• _Work required_
The reply should consist of every entry, repeated exactly.

• _Data for the task_
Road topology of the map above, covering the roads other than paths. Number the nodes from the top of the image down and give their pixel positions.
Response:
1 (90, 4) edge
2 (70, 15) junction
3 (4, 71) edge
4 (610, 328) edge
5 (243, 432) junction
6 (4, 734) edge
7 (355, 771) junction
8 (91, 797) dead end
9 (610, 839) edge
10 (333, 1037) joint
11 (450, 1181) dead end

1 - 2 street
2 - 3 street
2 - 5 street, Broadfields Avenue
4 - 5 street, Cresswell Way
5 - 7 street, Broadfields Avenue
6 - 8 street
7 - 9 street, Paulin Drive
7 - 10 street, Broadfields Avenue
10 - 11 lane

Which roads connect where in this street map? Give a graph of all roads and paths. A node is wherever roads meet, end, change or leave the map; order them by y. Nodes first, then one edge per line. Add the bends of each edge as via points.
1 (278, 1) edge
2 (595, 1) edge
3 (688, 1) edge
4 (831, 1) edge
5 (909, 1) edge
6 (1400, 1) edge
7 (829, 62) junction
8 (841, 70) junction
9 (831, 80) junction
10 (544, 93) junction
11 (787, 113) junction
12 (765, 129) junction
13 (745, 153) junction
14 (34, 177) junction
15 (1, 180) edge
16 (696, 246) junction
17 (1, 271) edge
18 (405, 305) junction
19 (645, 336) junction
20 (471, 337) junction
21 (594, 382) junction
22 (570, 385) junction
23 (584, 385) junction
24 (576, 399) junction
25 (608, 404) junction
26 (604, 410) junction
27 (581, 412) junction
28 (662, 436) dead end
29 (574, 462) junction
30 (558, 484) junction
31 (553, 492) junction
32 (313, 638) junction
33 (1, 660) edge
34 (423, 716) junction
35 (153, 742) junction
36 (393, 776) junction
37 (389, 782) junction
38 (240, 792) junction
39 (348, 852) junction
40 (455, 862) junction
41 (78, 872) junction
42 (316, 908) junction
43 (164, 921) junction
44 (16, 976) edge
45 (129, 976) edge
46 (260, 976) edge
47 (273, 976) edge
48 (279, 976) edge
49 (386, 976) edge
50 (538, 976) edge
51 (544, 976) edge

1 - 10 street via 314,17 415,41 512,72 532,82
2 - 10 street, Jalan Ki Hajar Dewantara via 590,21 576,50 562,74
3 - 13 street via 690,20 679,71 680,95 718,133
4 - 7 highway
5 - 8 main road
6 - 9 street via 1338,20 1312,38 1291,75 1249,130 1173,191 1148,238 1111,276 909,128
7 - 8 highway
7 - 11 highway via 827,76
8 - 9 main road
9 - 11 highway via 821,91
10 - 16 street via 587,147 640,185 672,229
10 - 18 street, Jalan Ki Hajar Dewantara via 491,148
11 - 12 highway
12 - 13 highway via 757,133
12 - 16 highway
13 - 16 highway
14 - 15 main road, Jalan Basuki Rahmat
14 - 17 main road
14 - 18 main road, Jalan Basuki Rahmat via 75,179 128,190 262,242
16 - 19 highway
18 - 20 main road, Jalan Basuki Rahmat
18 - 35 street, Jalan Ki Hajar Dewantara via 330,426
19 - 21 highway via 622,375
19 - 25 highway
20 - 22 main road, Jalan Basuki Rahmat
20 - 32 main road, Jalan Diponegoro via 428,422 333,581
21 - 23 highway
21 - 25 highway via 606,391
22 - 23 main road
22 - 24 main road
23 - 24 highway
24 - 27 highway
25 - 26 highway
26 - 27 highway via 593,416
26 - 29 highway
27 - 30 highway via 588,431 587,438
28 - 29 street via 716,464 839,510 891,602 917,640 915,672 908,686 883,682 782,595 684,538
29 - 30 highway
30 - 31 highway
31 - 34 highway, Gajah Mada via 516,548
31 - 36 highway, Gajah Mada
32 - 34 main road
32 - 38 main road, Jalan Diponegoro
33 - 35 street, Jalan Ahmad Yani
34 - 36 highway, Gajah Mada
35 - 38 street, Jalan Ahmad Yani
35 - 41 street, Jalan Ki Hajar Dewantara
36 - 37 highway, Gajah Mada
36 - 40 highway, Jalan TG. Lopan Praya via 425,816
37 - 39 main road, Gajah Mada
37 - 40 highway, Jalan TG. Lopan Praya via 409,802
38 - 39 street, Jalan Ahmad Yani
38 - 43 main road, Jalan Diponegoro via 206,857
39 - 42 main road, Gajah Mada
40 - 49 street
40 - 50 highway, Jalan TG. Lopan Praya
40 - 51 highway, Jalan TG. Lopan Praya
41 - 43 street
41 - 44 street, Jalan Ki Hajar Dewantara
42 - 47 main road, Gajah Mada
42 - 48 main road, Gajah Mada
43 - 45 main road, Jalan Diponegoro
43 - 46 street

• _Result of the exercise_
Road topology of the map above, covering the roads other than paths. Number the nodes from the top of the image down and give their pixel positions.
Response:
1 (90, 4) edge
2 (70, 15) junction
3 (4, 71) edge
4 (610, 328) edge
5 (243, 432) junction
6 (4, 734) edge
7 (355, 771) junction
8 (91, 797) dead end
9 (610, 839) edge
10 (333, 1037) joint
11 (450, 1181) dead end

1 - 2 street
2 - 3 street
2 - 5 street, Broadfields Avenue
4 - 5 street, Cresswell Way
5 - 7 street, Broadfields Avenue
6 - 8 street
7 - 9 street, Paulin Drive
7 - 10 street, Broadfields Avenue
10 - 11 lane

Which roads connect where in this street map? Give a graph of all roads and paths. A node is wherever roads meet, end, change or leave the map; order them by y. Nodes first, then one edge per line. Add the bends of each edge as via points.
1 (278, 1) edge
2 (595, 1) edge
3 (688, 1) edge
4 (831, 1) edge
5 (909, 1) edge
6 (1400, 1) edge
7 (829, 62) junction
8 (841, 70) junction
9 (831, 80) junction
10 (544, 93) junction
11 (787, 113) junction
12 (765, 129) junction
13 (745, 153) junction
14 (34, 177) junction
15 (1, 180) edge
16 (696, 246) junction
17 (1, 271) edge
18 (405, 305) junction
19 (645, 336) junction
20 (471, 337) junction
21 (594, 382) junction
22 (570, 385) junction
23 (584, 385) junction
24 (576, 399) junction
25 (608, 404) junction
26 (604, 410) junction
27 (581, 412) junction
28 (662, 436) dead end
29 (574, 462) junction
30 (558, 484) junction
31 (553, 492) junction
32 (313, 638) junction
33 (1, 660) edge
34 (423, 716) junction
35 (153, 742) junction
36 (393, 776) junction
37 (389, 782) junction
38 (240, 792) junction
39 (348, 852) junction
40 (455, 862) junction
41 (78, 872) junction
42 (316, 908) junction
43 (164, 921) junction
44 (16, 976) edge
45 (129, 976) edge
46 (260, 976) edge
47 (273, 976) edge
48 (279, 976) edge
49 (386, 976) edge
50 (538, 976) edge
51 (544, 976) edge

1 - 10 street via 314,17 415,41 512,72 532,82
2 - 10 street, Jalan Ki Hajar Dewantara via 590,21 576,50 562,74
3 - 13 street via 690,20 679,71 680,95 718,133
4 - 7 highway
5 - 8 main road
6 - 9 street via 1338,20 1312,38 1291,75 1249,130 1173,191 1148,238 1111,276 909,128
7 - 8 highway
7 - 11 highway via 827,76
8 - 9 main road
9 - 11 highway via 821,91
10 - 16 street via 587,147 640,185 672,229
10 - 18 street, Jalan Ki Hajar Dewantara via 491,148
11 - 12 highway
12 - 13 highway via 757,133
12 - 16 highway
13 - 16 highway
14 - 15 main road, Jalan Basuki Rahmat
14 - 17 main road
14 - 18 main road, Jalan Basuki Rahmat via 75,179 128,190 262,242
16 - 19 highway
18 - 20 main road, Jalan Basuki Rahmat
18 - 35 street, Jalan Ki Hajar Dewantara via 330,426
19 - 21 highway via 622,375
19 - 25 highway
20 - 22 main road, Jalan Basuki Rahmat
20 - 32 main road, Jalan Diponegoro via 428,422 333,581
21 - 23 highway
21 - 25 highway via 606,391
22 - 23 main road
22 - 24 main road
23 - 24 highway
24 - 27 highway
25 - 26 highway
26 - 27 highway via 593,416
26 - 29 highway
27 - 30 highway via 588,431 587,438
28 - 29 street via 716,464 839,510 891,602 917,640 915,672 908,686 883,682 782,595 684,538
29 - 30 highway
30 - 31 highway
31 - 34 highway, Gajah Mada via 516,548
31 - 36 highway, Gajah Mada
32 - 34 main road
32 - 38 main road, Jalan Diponegoro
33 - 35 street, Jalan Ahmad Yani
34 - 36 highway, Gajah Mada
35 - 38 street, Jalan Ahmad Yani
35 - 41 street, Jalan Ki Hajar Dewantara
36 - 37 highway, Gajah Mada
36 - 40 highway, Jalan TG. Lopan Praya via 425,816
37 - 39 main road, Gajah Mada
37 - 40 highway, Jalan TG. Lopan Praya via 409,802
38 - 39 street, Jalan Ahmad Yani
38 - 43 main road, Jalan Diponegoro via 206,857
39 - 42 main road, Gajah Mada
40 - 49 street
40 - 50 highway, Jalan TG. Lopan Praya
40 - 51 highway, Jalan TG. Lopan Praya
41 - 43 street
41 - 44 street, Jalan Ki Hajar Dewantara
42 - 47 main road, Gajah Mada
42 - 48 main road, Gajah Mada
43 - 45 main road, Jalan Diponegoro
43 - 46 street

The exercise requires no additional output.